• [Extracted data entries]
+-------+
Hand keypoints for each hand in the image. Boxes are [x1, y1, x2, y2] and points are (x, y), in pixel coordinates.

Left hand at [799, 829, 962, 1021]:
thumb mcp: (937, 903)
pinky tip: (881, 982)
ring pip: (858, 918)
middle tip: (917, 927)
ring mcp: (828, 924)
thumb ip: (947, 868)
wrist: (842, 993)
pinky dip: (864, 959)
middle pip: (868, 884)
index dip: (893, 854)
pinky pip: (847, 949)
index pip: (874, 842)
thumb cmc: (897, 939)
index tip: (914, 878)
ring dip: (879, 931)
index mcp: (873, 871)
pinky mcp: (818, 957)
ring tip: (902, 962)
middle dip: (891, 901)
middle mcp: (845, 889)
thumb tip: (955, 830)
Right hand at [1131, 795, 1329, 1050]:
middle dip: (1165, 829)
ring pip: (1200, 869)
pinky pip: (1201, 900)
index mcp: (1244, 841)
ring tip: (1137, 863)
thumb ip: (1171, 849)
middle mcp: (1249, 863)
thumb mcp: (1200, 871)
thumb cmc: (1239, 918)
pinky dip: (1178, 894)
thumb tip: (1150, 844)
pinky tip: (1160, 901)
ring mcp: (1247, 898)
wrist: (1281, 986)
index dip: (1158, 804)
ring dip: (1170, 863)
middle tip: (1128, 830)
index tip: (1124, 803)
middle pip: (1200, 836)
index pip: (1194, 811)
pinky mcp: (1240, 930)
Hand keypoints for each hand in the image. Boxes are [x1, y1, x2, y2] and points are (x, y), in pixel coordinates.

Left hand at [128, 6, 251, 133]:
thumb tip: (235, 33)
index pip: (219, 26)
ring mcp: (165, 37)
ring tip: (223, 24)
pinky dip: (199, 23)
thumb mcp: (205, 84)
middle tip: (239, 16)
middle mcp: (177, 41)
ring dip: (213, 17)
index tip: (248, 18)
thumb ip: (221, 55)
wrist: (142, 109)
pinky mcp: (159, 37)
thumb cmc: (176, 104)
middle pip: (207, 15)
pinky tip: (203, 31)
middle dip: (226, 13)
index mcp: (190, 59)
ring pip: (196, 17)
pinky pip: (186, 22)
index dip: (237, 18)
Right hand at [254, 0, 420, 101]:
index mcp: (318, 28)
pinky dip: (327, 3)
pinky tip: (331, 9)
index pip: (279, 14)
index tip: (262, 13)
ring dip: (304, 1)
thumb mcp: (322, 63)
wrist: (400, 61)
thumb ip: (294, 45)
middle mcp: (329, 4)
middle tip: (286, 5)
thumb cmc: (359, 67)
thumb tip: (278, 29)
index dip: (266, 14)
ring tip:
+-------+
• [YOUR TASK] Set down precisely the lines above between the line holding "thumb mcp: (937, 903)" and the line holding "middle tip: (239, 16)", inclusive, and nothing beyond them.

• [YOUR SOLUTION]
thumb mcp: (937, 903)
pinky tip: (881, 982)
ring pip: (858, 918)
middle tip: (917, 927)
ring mcp: (828, 924)
thumb ip: (947, 868)
wrist: (842, 993)
pinky dip: (864, 959)
middle pip: (868, 884)
index dip: (893, 854)
pinky pip: (847, 949)
index pip: (874, 842)
thumb cmc: (897, 939)
index tip: (914, 878)
ring dip: (879, 931)
index mcp: (873, 871)
pinky mcp: (818, 957)
ring tip: (902, 962)
middle dip: (891, 901)
middle mcp: (845, 889)
thumb tip: (955, 830)
Right hand at [1131, 795, 1329, 1050]:
middle dip: (1165, 829)
ring pip: (1200, 869)
pinky pip: (1201, 900)
index mcp: (1244, 841)
ring tip: (1137, 863)
thumb ip: (1171, 849)
middle mcp: (1249, 863)
thumb mcp: (1200, 871)
thumb cmc: (1239, 918)
pinky dip: (1178, 894)
thumb tip: (1150, 844)
pinky tip: (1160, 901)
ring mcp: (1247, 898)
wrist: (1281, 986)
index dip: (1158, 804)
ring dip: (1170, 863)
middle tip: (1128, 830)
index tip: (1124, 803)
middle pip: (1200, 836)
index pip: (1194, 811)
pinky mcp: (1240, 930)
Hand keypoints for each hand in the image. Boxes are [x1, y1, x2, y2] and points are (x, y), in pixel coordinates.

Left hand at [128, 6, 251, 133]:
thumb tip: (235, 33)
index pip: (219, 26)
ring mcp: (165, 37)
ring tip: (223, 24)
pinky dip: (199, 23)
thumb mcp: (205, 84)
middle tip: (239, 16)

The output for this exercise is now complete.